Only Virat Kohli, and Rohit Sharma hold the power the change the narrative

Only Kohli and Rohit can put these rumours to rest once and for all. And for that, they don't even need to dig too deep into history. About two decades ago, Indian cricket's greatest batting duo faced a remarkably similar test. Hark your mind back to 2006–07, during the turbulent Greg Chappell era, when the team endured one of its most difficult phases. Sourav Ganguly had been unceremoniously shoved out, and there were whispers that Sachin Tendulkar might be next. Determined to dismantle the so-called 'superstar culture,' Chappell went after the two biggest icons Indian cricket had ever produced, Ganguly and Tendulkar. With Ganguly ousted, it seemed the door had closed on the Prince of Calcutta. But then came that iconic Pepsi commercial: "Hi! Mera naam Sourav Ganguly hai. Bhoole toh nahi?" A dejected-yet-defiant Ganguly struck a chord, one that spread like wildfire.

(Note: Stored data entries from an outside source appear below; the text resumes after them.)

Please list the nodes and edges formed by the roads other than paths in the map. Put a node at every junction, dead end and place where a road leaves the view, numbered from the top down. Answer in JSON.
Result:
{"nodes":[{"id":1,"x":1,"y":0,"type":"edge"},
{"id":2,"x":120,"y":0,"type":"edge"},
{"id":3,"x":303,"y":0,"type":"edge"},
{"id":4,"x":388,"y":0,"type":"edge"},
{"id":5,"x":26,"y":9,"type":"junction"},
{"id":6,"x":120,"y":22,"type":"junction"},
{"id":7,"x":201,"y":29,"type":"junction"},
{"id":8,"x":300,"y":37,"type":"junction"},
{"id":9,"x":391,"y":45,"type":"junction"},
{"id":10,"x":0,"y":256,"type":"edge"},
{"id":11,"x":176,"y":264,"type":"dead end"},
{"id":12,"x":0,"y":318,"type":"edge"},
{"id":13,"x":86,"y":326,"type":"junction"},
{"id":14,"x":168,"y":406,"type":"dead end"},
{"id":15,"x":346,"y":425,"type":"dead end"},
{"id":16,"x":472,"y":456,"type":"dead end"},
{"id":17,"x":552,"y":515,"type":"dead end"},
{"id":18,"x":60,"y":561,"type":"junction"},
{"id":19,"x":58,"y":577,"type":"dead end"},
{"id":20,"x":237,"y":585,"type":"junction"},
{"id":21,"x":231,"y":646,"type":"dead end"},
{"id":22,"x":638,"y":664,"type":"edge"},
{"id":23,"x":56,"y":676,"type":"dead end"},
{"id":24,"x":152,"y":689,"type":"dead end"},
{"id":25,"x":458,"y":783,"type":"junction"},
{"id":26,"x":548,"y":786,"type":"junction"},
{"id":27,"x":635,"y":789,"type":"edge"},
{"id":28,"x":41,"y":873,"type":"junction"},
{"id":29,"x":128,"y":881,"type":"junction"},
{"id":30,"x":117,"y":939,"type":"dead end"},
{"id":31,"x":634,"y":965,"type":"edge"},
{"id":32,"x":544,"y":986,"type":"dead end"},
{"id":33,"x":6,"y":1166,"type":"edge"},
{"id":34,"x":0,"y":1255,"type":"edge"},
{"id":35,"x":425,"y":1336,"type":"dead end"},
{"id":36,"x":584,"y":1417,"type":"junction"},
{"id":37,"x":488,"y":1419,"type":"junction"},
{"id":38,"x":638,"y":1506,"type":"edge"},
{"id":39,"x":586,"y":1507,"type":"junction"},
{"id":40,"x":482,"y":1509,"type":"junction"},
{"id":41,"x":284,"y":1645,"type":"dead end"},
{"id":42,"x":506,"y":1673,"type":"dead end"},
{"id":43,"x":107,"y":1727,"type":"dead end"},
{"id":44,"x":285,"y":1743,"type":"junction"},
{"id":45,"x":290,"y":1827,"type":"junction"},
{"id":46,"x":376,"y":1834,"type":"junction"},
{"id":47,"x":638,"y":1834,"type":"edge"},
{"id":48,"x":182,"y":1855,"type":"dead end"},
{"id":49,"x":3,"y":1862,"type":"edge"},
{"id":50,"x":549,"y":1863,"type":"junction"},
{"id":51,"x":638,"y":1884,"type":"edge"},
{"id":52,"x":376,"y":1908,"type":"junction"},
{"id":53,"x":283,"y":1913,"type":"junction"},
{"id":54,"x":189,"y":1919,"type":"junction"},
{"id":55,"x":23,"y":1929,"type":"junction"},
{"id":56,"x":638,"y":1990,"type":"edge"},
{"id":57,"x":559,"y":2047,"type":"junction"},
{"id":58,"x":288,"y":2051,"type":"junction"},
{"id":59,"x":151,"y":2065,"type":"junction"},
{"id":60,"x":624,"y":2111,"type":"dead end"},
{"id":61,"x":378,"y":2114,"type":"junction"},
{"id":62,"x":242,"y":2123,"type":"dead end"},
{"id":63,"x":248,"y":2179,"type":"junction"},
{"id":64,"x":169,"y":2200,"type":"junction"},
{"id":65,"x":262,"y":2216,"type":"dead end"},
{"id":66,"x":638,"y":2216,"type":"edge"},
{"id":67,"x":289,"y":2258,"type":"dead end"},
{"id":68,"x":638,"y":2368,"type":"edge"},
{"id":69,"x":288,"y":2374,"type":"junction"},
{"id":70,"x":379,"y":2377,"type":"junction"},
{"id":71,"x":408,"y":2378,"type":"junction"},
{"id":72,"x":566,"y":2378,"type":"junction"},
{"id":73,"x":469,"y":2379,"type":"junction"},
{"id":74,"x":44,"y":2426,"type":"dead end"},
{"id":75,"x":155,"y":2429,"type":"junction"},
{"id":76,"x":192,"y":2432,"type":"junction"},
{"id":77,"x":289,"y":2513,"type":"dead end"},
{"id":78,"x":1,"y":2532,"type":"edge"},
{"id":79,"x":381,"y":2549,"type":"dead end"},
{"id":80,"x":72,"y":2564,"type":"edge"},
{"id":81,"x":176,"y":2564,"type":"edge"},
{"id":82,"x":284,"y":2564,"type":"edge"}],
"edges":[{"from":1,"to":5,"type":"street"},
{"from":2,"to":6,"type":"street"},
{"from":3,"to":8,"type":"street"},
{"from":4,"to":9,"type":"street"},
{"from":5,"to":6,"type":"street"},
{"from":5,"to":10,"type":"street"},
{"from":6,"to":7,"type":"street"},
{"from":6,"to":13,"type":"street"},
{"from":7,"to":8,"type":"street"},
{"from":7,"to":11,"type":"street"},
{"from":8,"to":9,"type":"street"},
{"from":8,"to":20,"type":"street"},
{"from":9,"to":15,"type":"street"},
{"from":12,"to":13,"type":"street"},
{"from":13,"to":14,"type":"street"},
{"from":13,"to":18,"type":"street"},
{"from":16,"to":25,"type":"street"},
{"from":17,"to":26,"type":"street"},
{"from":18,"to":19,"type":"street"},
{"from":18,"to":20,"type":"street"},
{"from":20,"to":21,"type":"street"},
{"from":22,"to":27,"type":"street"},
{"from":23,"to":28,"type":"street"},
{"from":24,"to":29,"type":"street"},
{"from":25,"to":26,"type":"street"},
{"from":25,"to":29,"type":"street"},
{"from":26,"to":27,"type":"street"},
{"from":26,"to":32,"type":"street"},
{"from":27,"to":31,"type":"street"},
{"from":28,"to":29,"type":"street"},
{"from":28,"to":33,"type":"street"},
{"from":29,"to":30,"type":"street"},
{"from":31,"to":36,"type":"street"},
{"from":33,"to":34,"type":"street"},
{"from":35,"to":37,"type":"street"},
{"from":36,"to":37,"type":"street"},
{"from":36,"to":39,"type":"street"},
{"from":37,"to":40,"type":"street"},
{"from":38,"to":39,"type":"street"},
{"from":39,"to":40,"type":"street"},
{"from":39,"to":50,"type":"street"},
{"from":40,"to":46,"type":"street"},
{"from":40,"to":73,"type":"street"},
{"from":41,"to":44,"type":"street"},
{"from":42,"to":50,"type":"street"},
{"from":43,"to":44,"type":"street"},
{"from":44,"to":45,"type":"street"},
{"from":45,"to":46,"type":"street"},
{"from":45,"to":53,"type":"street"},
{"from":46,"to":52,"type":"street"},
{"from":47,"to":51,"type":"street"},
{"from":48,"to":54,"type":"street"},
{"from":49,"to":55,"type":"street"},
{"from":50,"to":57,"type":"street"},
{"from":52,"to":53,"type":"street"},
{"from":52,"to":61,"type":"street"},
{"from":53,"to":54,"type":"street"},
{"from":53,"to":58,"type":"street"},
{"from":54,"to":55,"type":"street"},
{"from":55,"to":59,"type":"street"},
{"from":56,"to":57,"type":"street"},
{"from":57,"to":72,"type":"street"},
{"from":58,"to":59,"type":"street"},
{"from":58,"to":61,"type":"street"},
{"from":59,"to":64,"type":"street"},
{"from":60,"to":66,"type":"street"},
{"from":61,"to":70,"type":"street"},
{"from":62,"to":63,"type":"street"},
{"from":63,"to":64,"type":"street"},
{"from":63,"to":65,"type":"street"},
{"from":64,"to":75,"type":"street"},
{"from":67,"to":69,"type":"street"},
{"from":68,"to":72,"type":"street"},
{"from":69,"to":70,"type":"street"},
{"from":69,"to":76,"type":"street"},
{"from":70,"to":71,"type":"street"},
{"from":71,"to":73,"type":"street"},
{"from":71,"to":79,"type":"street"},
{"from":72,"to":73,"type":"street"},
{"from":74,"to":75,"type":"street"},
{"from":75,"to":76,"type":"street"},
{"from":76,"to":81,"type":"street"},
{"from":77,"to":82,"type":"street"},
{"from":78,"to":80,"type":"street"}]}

How Sourav Ganguly and Sachin Tendulkar reversed the script

Still, public sympathy didn't alone bring Ganguly back into the team. He went to the gullies, played every domestic tournament that there was – Ranji Trophy, Duleep Trophy, Challenger Trophy, and eventually broke the door to make a comeback for the ages. In the last two years of his career, Ganguly lived the dream, hammering down 1991 runs from 25 Tests and 1120 runs from 30 ODI innings. That's more than 3000 runs at an average of more than 56. Ganguly is possibly the only Indian cricketer to have retired at the peak of his batting prowess, when he was playing better than ever.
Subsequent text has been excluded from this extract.